Work order: A faithful transcription of all the entries below is needed, without the pictures.

** Task inputs follows **

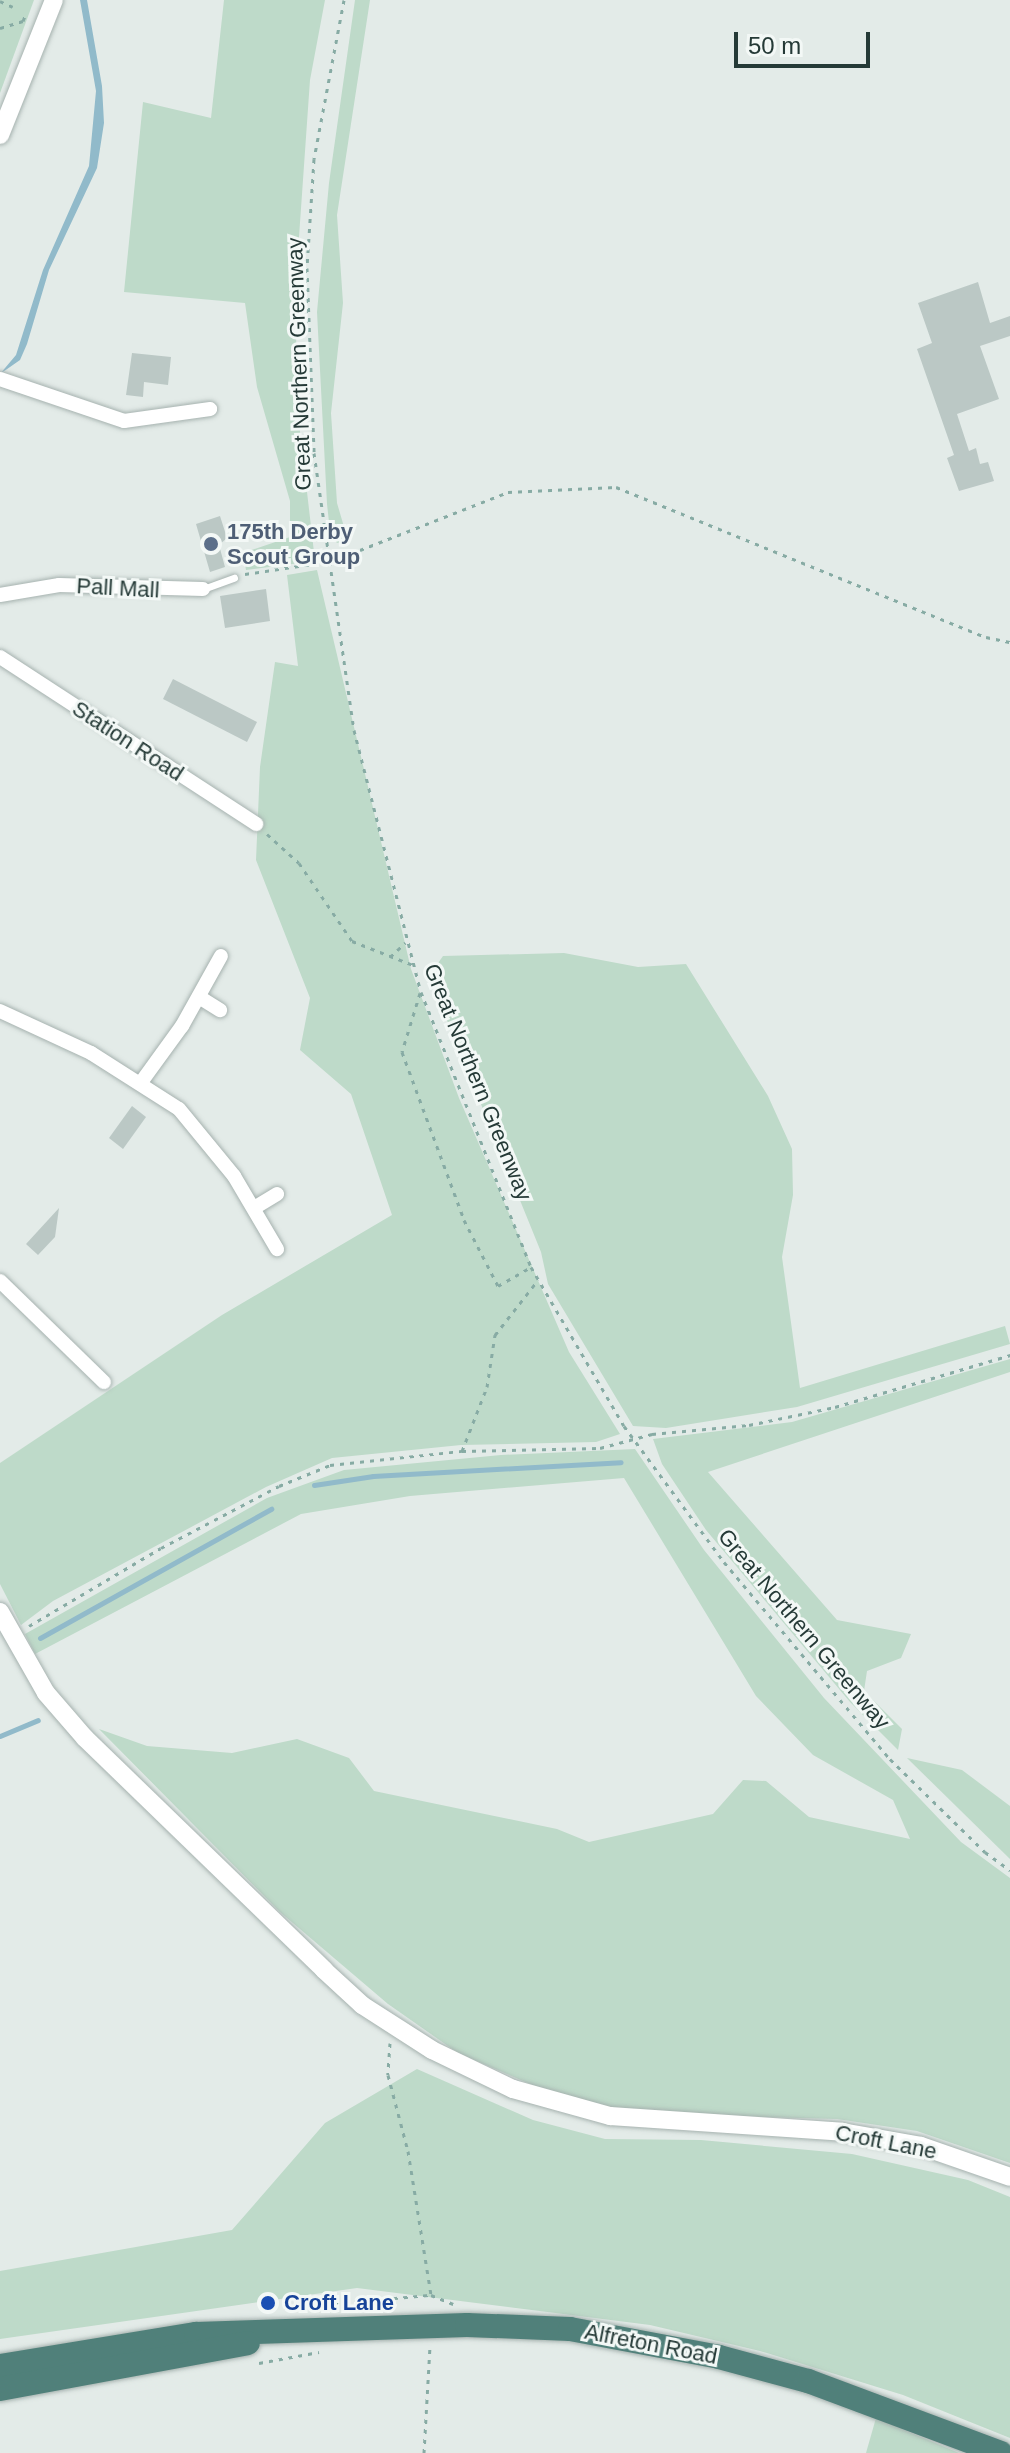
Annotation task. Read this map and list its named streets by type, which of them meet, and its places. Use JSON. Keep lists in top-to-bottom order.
{
  "streets": {
    "highway": ["Alfreton Road"],
    "street": ["Pall Mall", "Station Road", "Croft Lane"],
    "path": ["Great Northern Greenway"]
  },
  "places": ["175th Derby Scout Group", "Croft Lane"],
  "scale_bar": "50 m"
}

** End of Task inputs **

Exercise output:
Annotation task. Read this map and list its named streets by type, which of them meet, and its places. Use JSON. Keep lists in top-to-bottom order.
{
  "streets": {
    "highway": ["Alfreton Road"],
    "street": ["Pall Mall", "Station Road", "Croft Lane"],
    "path": ["Great Northern Greenway"]
  },
  "places": ["175th Derby Scout Group", "Croft Lane"],
  "scale_bar": "50 m"
}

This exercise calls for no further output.